Oleh: Abhotneo Naibaho
Di suatu sore jam sudah menunjukkan pukul 15.45 wib di
Pangururan, Kabupaten Samosir, kami segera bergegas menuju pelabuhan Simanindo
hendak bertolak ke seberang, yakni Pelabuhan Tigaras, Kabupaten Simalungun.
Setibanya
di pelabuhan Simanindo pukul 16.30 wib ternyata Kapal Motor sudah kepalang
melaju menuju arah Pelabuhan Tigaras. Seketika, harapan menjadi pupus oleh
karena kapal motor yang sudah melaju menuju seberang sekitar 700m di atas danau
adalah kapal trip terakhir.
Di
pelabuhan Simanindo, seorang bapak berusia tak lebih dari 50 tahun seraya
menenteng beberapa jiregen kosong menghampiri kami seraya berkata dalam bahasa
batak, "laho tu dia hamu lae, molo laho menyeberang dang adong be kapal, nunga
habis." (Terj bebas; kapal sudah tidak ada lagi, sudah berangkat).
Aku
dan seorang rekanku sedikit membisu mendengarkan informasi si bapak tersebut.

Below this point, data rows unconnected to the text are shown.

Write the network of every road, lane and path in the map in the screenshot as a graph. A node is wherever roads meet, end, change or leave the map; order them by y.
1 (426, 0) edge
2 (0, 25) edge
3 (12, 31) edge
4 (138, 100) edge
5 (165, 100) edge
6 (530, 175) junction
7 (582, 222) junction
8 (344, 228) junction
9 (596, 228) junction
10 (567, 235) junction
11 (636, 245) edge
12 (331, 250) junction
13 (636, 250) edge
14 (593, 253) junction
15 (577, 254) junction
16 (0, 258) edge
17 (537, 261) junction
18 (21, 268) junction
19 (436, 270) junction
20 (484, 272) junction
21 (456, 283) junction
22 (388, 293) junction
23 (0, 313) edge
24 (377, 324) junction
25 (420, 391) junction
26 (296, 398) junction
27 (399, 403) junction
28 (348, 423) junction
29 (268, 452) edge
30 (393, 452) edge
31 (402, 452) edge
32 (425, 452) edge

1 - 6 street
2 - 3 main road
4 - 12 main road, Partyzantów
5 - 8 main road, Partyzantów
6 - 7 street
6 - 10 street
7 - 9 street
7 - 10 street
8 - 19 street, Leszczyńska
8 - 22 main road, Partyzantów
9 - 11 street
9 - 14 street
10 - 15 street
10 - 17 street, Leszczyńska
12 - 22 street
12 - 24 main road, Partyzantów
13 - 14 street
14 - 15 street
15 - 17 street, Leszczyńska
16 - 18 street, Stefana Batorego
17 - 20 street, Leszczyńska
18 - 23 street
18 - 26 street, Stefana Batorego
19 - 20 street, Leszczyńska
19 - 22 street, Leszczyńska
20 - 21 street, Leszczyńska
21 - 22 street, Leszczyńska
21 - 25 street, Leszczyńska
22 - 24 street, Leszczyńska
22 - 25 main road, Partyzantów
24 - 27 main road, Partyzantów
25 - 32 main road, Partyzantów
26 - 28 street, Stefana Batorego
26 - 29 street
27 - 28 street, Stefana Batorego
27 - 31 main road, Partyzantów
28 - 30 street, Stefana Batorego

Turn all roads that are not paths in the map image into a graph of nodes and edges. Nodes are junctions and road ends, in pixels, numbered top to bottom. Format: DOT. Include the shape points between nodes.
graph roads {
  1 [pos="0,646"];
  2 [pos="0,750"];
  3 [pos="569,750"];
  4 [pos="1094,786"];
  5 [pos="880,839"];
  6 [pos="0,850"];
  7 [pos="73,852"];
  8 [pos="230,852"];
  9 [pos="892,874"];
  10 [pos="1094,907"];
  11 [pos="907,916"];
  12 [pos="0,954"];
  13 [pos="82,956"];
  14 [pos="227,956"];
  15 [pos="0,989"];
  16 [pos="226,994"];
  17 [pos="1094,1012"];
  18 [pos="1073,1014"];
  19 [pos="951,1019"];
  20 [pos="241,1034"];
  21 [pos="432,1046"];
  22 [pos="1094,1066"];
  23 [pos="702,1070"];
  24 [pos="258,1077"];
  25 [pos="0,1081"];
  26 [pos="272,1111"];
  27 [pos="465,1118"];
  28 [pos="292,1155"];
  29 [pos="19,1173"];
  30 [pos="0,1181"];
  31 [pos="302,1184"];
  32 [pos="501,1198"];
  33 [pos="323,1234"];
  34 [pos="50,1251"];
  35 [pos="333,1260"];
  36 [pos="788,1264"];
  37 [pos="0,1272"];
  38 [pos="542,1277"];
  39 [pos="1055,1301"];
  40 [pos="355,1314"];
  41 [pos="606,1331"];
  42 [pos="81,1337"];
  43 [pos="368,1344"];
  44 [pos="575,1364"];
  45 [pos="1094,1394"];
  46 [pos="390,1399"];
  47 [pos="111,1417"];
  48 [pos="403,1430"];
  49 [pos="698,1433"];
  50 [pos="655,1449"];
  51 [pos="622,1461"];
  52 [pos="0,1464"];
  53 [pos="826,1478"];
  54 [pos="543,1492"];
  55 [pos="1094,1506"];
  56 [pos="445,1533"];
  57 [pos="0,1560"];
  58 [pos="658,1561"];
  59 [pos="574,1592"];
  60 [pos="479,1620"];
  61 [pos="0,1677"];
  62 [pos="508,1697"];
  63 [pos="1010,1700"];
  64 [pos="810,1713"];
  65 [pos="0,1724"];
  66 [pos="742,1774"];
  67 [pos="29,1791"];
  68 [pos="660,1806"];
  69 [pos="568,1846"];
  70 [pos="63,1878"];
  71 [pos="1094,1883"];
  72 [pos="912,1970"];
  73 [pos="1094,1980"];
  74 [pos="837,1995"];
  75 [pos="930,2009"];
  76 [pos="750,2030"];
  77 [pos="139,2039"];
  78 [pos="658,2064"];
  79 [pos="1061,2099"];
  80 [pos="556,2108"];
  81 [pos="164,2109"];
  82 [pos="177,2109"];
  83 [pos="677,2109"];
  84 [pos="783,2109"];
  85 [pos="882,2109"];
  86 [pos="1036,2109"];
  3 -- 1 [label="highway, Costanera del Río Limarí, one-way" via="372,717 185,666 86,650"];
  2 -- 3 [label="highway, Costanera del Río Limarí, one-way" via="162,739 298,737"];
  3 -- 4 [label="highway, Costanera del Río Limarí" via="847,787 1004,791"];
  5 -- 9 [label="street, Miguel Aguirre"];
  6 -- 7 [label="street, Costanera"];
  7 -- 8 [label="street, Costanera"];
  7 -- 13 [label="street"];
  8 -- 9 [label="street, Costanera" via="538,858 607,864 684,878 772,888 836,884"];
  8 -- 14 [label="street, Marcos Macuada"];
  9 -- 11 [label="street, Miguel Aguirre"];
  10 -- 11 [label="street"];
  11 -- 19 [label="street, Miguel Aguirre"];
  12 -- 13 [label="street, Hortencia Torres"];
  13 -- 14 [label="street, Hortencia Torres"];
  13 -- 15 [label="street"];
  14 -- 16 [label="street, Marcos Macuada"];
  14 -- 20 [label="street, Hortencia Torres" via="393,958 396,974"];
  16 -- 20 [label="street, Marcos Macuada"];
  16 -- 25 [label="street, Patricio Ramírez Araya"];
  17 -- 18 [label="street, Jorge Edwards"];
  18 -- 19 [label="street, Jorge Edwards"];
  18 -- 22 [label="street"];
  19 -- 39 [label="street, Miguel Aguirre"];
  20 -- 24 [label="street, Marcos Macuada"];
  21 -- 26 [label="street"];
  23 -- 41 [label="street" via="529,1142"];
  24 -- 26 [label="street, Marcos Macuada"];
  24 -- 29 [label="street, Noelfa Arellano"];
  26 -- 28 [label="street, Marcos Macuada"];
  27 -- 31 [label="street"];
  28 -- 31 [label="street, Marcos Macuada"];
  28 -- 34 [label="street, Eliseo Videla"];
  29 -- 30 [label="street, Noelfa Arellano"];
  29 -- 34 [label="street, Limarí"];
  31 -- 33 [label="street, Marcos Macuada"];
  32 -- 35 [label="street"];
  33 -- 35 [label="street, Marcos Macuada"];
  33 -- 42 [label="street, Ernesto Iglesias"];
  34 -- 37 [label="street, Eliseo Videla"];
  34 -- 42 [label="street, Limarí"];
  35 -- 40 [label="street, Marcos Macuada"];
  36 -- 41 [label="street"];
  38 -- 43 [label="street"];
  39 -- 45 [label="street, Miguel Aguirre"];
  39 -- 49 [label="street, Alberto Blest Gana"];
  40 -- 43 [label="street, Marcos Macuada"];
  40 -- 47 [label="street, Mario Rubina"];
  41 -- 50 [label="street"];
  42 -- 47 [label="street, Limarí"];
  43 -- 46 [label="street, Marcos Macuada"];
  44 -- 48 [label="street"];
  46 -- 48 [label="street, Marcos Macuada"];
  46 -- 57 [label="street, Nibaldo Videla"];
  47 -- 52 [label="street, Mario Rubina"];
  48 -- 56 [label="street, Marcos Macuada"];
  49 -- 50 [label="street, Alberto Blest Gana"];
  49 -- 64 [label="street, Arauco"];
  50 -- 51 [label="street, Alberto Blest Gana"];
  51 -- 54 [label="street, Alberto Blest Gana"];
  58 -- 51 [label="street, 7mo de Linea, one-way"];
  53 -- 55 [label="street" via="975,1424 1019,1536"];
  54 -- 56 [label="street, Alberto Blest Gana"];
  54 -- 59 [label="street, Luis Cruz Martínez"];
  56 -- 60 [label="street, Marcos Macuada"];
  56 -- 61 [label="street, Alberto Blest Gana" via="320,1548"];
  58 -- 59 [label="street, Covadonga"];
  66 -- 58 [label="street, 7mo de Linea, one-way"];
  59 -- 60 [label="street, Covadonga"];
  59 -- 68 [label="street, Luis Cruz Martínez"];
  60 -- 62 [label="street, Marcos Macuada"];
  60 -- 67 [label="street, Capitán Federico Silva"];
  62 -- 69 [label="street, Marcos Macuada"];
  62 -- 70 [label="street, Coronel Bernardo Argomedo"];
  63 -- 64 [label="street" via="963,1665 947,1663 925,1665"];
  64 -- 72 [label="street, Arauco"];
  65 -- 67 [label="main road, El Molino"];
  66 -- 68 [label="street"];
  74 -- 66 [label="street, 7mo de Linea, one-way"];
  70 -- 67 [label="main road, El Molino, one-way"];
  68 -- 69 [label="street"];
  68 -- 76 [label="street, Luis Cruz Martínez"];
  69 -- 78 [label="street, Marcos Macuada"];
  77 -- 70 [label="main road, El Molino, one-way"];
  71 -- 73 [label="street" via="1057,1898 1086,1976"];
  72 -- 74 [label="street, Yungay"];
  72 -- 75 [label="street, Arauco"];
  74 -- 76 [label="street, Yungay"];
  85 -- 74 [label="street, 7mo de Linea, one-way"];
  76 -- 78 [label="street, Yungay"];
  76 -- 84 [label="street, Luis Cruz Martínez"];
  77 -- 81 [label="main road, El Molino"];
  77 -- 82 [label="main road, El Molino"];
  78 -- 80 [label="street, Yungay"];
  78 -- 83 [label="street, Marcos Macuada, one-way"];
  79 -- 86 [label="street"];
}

Tak lama, si bapak yang bermarga Sidabutar tersebut mengeluarkan ponsel dari
kantongnya dan mencoba memanggil seseorang di ujung udara yang kami tidak tahu
siapa.
"Mamutar
balik jo hamu tu son, adong dua halak sewa na tading," kata si bapak
dengan dialek Samosir-nya. (Terj bebas; tolong segera kembali ke pelabuhan
Simanindo ada 2 orang penumpang yang ketinggalan).
Tak
harus menunggu lama, si nahkoda kapal motor yang sudah melaju dengan radius
700m segera turut perintah pak Sidabutar yang menghubunginya via ponsel.
"Siapa
gerangan orang ini sehingga ia bisa memberikan perintah kepada nahkoda kapal di
kejauhan sana?" kami bergumam dalam hati.
Ternyata,
si bapak tersebut adalah toke alias pemilik dari kapal motor tersebut. Dengan
waktu kurang-lebih sepuluh menit-an, kapal yang sudah melaju menuju Tigaras
segera berbalik arah menuju pelabuhan Simanindo untuk bersandar kembali menjemput
dua calon penumpang yang sedikit bernasib malang sore itu.
Dengan
menyelah nafas dalam-dalam, untuk beberapa saat tak hentinya kami berdua
menghaturkan rasa terima kasih yang sebesar-besarnya kepada pak Sidabutar
karena dengan sukarela memberikan pertolongan kepada kami.
Sepeda
motor kami pun segera dinaikkan oleh kondektur ke dek kapal motor, sementara
aku dan rekan ku menaiki lantai dua kapal untuk mencari tempat duduk.
Kami
berdua duduk sementara beberapa pasang mata penumpang di dalam kapal tertuju
kepada kami entah mereka sedang berempati atau sebaliknya, kami tidak tahu.
Dari
atas kapal, kami melambaikan tangan ke arah pak Sidabutar seraya mengucapkan
terima kasih untuk yang terakhir kali. Ia pun membalasnya kembali dengan
lambaian tangan dari pelabuhan.
Senja
di Tigaras menjadi bagian kami ketika sandar sore itu. Sedikit mereview ke
belakang, andaikan kebaikan si bapak tidak kami dapatkan, maka kami harus
menyeberang via pelabuhan Tomok dan tiba larut malam akan menjadi bagian kami
hari itu.
Di
sisi lain, menjadi pelajaran hidup adalah, pelayanan seorang pemilik kapal
motor yang memberi motivasi "How to
be the excelent leader" menginspirasi kami berdua.
Umumnya,
jika seseorang sudah menjadi toke di bidang transportasi atau pengangkutan, hal
demikian akan sangat jarang untuk ditemukan.
Dan
yang terakhir, yang tak kalah penting untuk dijadikan pembelajaran adalah,
bagaimana kedisiplinan waktu yang harus kita miliki. Di setiap jadwal apa pun
itu, mari kita belajar dan mendisiplinkan diri agar apa yang kami alami tidak
terulang kembali.









0 Komentar
Silakan berkomentar!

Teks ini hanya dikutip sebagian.